* [BRIEF]:
Identify each line below that contains the word "dead", and copy it out.

***

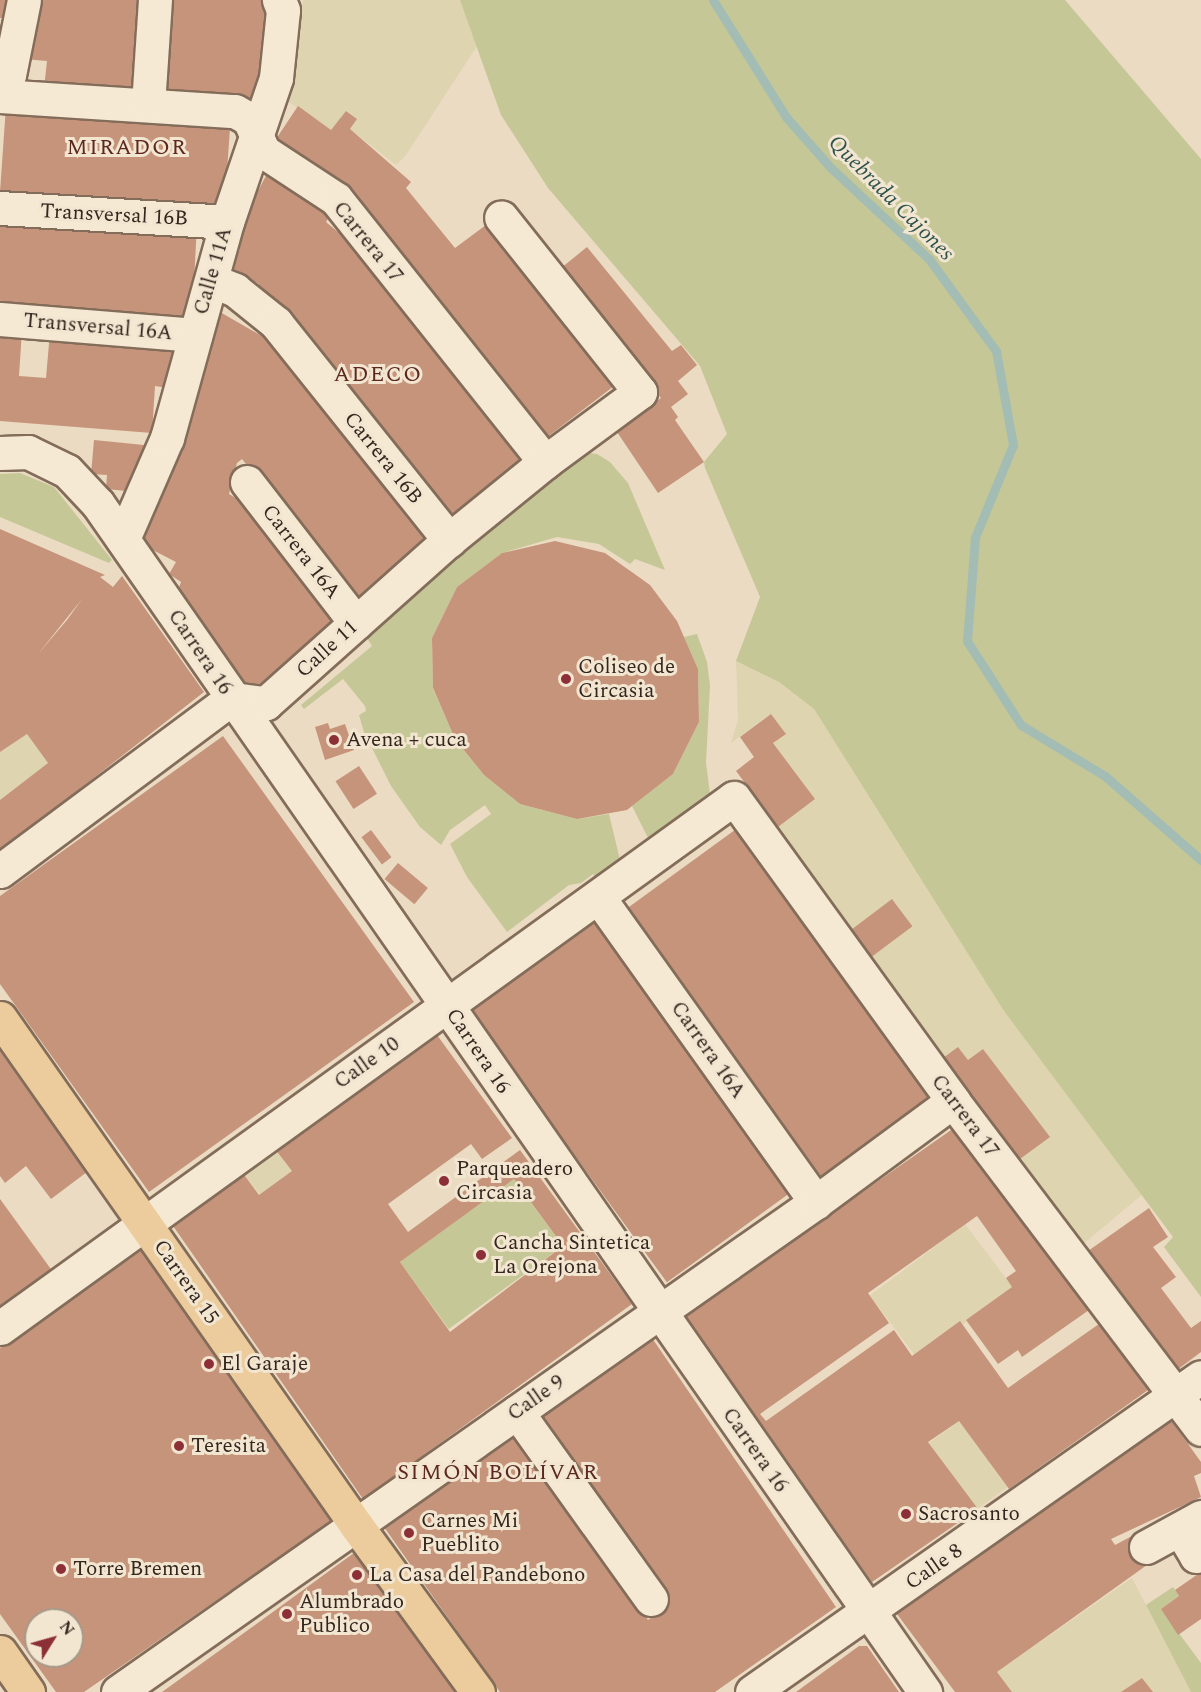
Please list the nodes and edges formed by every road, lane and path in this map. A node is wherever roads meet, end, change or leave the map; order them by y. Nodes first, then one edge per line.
1 (24, 0) edge
2 (155, 0) edge
3 (279, 0) edge
4 (0, 86) edge
5 (0, 96) edge
6 (148, 105) junction
7 (256, 134) junction
8 (0, 208) edge
9 (501, 217) dead end
10 (227, 222) junction
11 (212, 281) junction
12 (0, 319) edge
13 (195, 335) junction
14 (0, 453) edge
15 (545, 462) junction
16 (247, 482) dead end
17 (123, 539) junction
18 (449, 540) junction
19 (356, 623) junction
20 (231, 699) junction
21 (734, 798) joint
22 (0, 871) edge
23 (599, 898) junction
24 (447, 1006) junction
25 (0, 1018) edge
26 (953, 1101) junction
27 (816, 1202) junction
28 (144, 1222) junction
29 (658, 1313) junction
30 (0, 1328) edge
31 (1189, 1386) edge
32 (517, 1412) junction
33 (1201, 1429) edge
34 (1190, 1523) edge
35 (356, 1525) junction
36 (1146, 1546) dead end
37 (1201, 1553) edge
38 (651, 1599) dead end
39 (870, 1611) junction
40 (0, 1652) edge
41 (28, 1692) edge
42 (118, 1692) edge
43 (478, 1692) edge
44 (752, 1692) edge
45 (926, 1692) edge

1 - 4 street
2 - 6 street
3 - 7 street, Calle 11A
5 - 6 street, Carrera 17
6 - 7 street, Carrera 17
7 - 10 street, Calle 11A
7 - 15 street, Carrera 17
8 - 10 street, Transversal 16B
9 - 15 street, Calle 11
10 - 11 street, Calle 11A
11 - 13 street, Calle 11A
11 - 18 street, Carrera 16B
12 - 13 street, Transversal 16A
13 - 17 street, Calle 11A
14 - 17 street, Carrera 16
15 - 18 street, Calle 11
16 - 19 street, Carrera 16A
17 - 20 street, Carrera 16
18 - 19 street, Calle 11
19 - 20 street, Calle 11
20 - 22 street
20 - 24 street, Carrera 16
21 - 23 street, Calle 10
21 - 26 street, Carrera 17
23 - 24 street, Calle 10
23 - 27 street, Carrera 16A
24 - 28 street, Calle 10
24 - 29 street, Carrera 16
25 - 28 main road, Carrera 15
26 - 27 street, Calle 9
26 - 31 street, Carrera 17
27 - 29 street, Calle 9
28 - 30 street, Calle 10
28 - 35 main road, Carrera 15
29 - 32 street, Calle 9
29 - 39 street, Carrera 16
31 - 33 street, Carrera 17
31 - 39 street, Calle 8
32 - 35 street, Calle 9
32 - 38 street
34 - 36 street
34 - 37 street
35 - 42 street, Calle 9
35 - 43 main road, Carrera 15
39 - 44 street, Calle 8
39 - 45 street, Carrera 16
40 - 41 main road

***

* [EXERCISE SOLUTION]:
9 (501, 217) dead end
16 (247, 482) dead end
36 (1146, 1546) dead end
38 (651, 1599) dead end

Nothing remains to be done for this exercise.